The convenience of toilet paper is a comfort many Americans can’t picture themselves living without.  America is the world largest market for toilet paper.  Americans per capita use 23.6 rolls per year, totaling about 7 billion rolls a year for the country. Unfortunately, using toilet paper is not the most sustainable practice.

The production of toilet paper results in the harvesting of millions of trees. An average eucalyptus tree makes 1,000 rolls of paper, which means that millions of trees must be harvested in order to satisfy the United States addiction to toilet paper alone.  Depending on the type of toilet paper effects what type of wood byproducts are used to make the toilet paper.  Toilet papers advertised as “quilted” and “fluffy” are made from old growth and virgin wood fibers.

The non sustained destruction of forests is not the only environmental problem with toilet paper. Dioxins are a byproduct of bleaching toilet paper.  Though direct usage of toilet paper with dioxins may not cause any health issues, when the toilet paper is flushed down the toilet into the sewage system the dioxins can find their way into the environment.

So as your reading this article you must be wondering what the alternative is to using toilet paper.  Below I have listed some of the more sustainable alternatives that you should at least consider before you buy your next roll.

Re Useable Wipes

You may have heard about reusable toilet paper on TLC’s show on the cheapest people. But using reusable wipes isn’t only cheaper than using toilet paper it is also more sustainable.  Instead of having a roll of toilet paper by the toilet, people who use reusable toilet paper keep a stack of homemade cloth wipes which can be made from cut up old sheets or t-shirts. After using the wipe, the wipe can be placed in a closed container lined with a laundry bag which can be washed in a washing machine once or twice a week.

Though reusable wipes need to be washed, which requires the use of energy and water, the creation of toilet paper in the mill also requires water and electricity, while also releasing chemicals to the environment.
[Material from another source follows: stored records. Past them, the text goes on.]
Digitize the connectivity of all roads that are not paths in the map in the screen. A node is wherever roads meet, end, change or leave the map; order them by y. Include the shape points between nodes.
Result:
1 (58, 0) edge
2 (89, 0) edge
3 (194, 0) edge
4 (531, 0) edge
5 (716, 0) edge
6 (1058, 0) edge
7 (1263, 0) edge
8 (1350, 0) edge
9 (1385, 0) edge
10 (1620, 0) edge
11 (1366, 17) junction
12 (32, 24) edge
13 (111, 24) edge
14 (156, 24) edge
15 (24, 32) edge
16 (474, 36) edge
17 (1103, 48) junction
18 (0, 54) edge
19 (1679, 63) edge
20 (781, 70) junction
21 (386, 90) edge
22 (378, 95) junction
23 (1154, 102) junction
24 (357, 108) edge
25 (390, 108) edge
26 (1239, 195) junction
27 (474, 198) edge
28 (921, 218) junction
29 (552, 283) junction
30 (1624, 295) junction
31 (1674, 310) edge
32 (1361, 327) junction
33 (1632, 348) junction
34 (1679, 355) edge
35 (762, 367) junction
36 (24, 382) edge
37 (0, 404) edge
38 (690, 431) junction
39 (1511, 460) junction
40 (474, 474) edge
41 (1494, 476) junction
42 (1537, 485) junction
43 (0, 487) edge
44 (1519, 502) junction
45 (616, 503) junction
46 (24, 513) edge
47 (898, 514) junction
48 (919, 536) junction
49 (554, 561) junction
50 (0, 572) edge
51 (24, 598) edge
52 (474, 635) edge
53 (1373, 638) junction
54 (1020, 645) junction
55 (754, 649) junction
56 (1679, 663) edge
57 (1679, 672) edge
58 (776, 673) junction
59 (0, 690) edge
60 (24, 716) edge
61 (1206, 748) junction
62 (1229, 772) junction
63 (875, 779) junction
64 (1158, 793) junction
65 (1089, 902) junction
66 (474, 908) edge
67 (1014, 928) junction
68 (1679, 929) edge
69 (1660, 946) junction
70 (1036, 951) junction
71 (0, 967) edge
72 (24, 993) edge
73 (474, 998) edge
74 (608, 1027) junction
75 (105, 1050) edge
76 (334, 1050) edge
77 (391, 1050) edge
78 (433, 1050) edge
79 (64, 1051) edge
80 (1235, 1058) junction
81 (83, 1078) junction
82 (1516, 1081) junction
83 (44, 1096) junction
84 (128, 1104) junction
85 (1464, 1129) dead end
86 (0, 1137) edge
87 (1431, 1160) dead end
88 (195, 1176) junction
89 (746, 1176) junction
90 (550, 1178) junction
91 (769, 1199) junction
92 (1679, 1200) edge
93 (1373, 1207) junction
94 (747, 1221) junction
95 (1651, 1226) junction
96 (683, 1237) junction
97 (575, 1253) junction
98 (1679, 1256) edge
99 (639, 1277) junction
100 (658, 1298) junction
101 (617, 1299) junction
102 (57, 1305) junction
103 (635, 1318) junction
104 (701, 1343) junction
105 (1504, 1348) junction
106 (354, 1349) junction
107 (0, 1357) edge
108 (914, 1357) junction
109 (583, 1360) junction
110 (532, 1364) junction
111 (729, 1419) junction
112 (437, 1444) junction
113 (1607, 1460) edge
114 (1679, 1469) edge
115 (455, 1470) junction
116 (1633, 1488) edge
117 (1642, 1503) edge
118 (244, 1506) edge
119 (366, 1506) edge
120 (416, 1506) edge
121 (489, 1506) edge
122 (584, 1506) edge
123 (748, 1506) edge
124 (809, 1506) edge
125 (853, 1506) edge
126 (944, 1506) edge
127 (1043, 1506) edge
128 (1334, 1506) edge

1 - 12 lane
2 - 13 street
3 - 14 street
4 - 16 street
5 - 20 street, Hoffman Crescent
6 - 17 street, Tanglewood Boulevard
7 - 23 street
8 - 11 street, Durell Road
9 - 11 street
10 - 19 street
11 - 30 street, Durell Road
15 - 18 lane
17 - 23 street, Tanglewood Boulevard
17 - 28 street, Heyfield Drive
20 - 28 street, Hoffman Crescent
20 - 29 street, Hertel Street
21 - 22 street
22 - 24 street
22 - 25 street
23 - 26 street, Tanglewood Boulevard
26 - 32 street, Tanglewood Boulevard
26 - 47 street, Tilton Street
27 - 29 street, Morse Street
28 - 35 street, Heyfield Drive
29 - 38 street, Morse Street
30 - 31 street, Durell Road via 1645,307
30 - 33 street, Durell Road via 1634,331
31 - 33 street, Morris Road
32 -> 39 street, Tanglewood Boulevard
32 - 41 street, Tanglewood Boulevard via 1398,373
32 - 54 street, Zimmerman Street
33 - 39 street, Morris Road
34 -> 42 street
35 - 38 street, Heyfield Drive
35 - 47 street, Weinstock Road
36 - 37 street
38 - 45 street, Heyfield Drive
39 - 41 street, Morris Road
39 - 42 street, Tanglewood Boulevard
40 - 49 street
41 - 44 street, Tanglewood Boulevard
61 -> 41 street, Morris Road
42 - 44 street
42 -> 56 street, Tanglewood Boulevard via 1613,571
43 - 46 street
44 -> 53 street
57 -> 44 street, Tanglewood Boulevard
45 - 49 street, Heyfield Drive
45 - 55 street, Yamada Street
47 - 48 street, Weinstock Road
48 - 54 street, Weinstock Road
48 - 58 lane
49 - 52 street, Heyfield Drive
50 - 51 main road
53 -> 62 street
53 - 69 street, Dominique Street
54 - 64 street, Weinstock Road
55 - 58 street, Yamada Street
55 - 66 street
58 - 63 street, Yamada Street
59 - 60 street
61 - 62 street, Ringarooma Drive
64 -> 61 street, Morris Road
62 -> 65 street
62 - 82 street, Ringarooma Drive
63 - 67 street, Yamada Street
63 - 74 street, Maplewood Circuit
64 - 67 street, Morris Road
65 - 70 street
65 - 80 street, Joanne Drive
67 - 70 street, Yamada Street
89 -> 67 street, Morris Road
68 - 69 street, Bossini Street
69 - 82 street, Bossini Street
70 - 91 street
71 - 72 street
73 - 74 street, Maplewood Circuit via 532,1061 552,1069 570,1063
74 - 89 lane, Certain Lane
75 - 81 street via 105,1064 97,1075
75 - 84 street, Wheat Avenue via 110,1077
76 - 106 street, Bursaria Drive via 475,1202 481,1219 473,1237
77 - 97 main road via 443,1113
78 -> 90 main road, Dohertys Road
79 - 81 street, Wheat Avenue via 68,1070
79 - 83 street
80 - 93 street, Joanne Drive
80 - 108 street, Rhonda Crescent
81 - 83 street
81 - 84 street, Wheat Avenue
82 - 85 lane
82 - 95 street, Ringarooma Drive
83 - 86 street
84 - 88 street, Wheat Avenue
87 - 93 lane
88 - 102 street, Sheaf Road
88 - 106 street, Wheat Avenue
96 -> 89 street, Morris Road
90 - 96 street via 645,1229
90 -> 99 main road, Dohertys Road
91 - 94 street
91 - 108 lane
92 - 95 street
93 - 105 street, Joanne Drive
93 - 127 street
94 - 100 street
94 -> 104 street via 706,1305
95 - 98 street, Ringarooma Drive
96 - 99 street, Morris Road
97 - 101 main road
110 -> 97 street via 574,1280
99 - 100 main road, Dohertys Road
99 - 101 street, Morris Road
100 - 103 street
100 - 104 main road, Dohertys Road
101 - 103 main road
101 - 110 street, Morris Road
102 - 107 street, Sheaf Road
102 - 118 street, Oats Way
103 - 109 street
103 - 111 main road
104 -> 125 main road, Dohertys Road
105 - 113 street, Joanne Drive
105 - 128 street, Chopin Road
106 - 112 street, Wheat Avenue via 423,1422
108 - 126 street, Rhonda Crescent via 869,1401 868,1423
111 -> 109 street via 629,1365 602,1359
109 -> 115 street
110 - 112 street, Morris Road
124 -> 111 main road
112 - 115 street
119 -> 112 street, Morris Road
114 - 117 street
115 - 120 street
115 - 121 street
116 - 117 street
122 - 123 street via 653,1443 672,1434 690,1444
Using wipes made from cloth can be softer then the softest toilet paper.

It may feel like a large commitment switching from toilet paper to reusable wipes but many people are extremely happy about the environmental impact they make by switching.

Bidets

One of the reasons Americans use so much more toilet paper then our European counterparts is because in many parts of Europe bidets are extremely common.  A traditional bidet is separate from the toilet and is like a wash basin that shoots water for cleaning, but modern “attached bidets “can be connected to the toilet without having to install a separate bidet. Modern bidets also contain other features that make users less likely to use toilet paper, some of them blow air to help the user dry off while others are electricity.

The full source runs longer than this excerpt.